> [MATERIAL PROVIDED]:
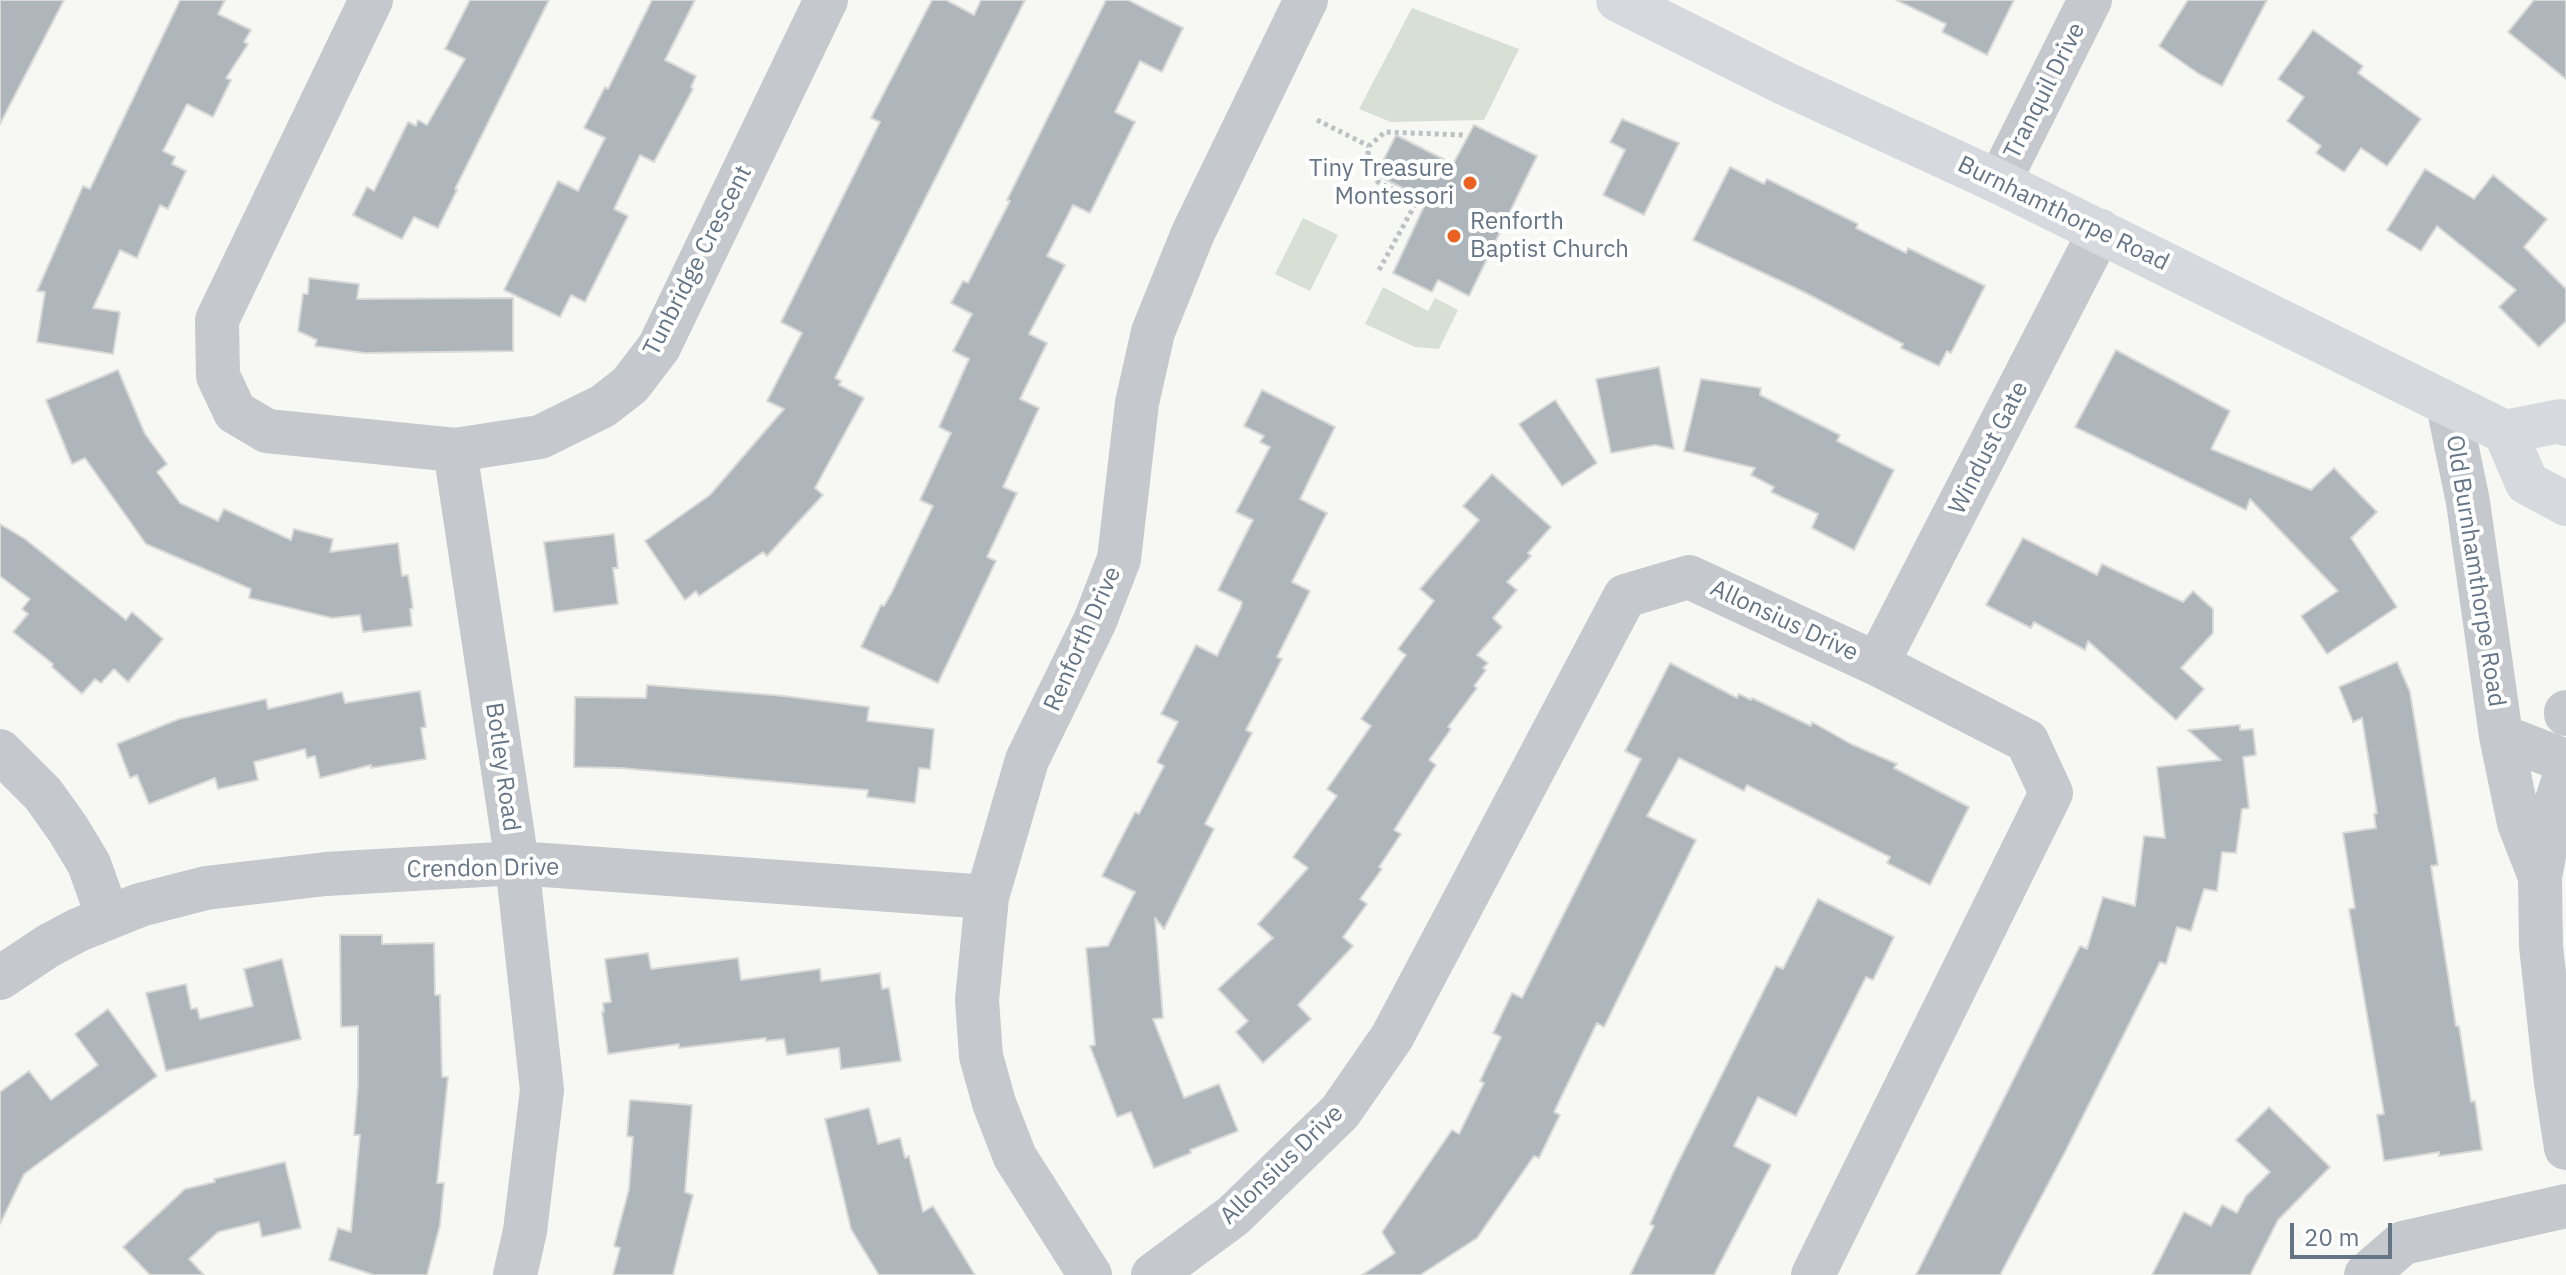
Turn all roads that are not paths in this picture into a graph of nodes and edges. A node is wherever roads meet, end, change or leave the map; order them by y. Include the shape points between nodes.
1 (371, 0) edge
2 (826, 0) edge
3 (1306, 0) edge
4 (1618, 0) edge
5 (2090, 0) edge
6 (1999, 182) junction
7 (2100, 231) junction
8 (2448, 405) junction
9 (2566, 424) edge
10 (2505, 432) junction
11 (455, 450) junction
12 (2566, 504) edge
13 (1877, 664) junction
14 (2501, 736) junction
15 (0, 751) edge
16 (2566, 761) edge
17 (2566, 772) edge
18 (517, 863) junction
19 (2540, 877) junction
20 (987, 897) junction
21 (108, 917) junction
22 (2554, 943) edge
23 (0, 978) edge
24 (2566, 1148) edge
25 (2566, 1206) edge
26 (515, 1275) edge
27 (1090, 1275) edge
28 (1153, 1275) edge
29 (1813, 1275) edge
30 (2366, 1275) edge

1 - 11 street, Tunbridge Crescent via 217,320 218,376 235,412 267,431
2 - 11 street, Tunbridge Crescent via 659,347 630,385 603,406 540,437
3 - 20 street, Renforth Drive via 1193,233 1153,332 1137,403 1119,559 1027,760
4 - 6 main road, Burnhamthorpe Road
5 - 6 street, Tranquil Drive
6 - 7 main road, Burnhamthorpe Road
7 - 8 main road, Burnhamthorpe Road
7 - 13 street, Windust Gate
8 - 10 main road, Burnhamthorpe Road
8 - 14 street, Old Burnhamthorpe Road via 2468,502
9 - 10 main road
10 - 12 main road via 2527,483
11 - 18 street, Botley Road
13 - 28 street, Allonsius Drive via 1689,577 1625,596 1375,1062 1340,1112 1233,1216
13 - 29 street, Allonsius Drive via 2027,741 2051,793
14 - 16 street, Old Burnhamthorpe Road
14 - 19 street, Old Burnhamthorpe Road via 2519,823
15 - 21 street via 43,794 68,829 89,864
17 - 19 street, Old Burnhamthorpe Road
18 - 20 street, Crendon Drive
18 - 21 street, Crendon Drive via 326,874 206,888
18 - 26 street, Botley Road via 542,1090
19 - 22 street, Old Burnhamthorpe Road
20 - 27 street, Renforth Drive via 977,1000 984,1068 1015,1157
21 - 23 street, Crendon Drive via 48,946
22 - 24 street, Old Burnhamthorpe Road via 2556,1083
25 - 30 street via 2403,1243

> [REQUIRED WORK]: Check the lines above and copy each one that includes "Botley".

> [COMPLETED EXERCISE]:
11 - 18 street, Botley Road
18 - 26 street, Botley Road via 542,1090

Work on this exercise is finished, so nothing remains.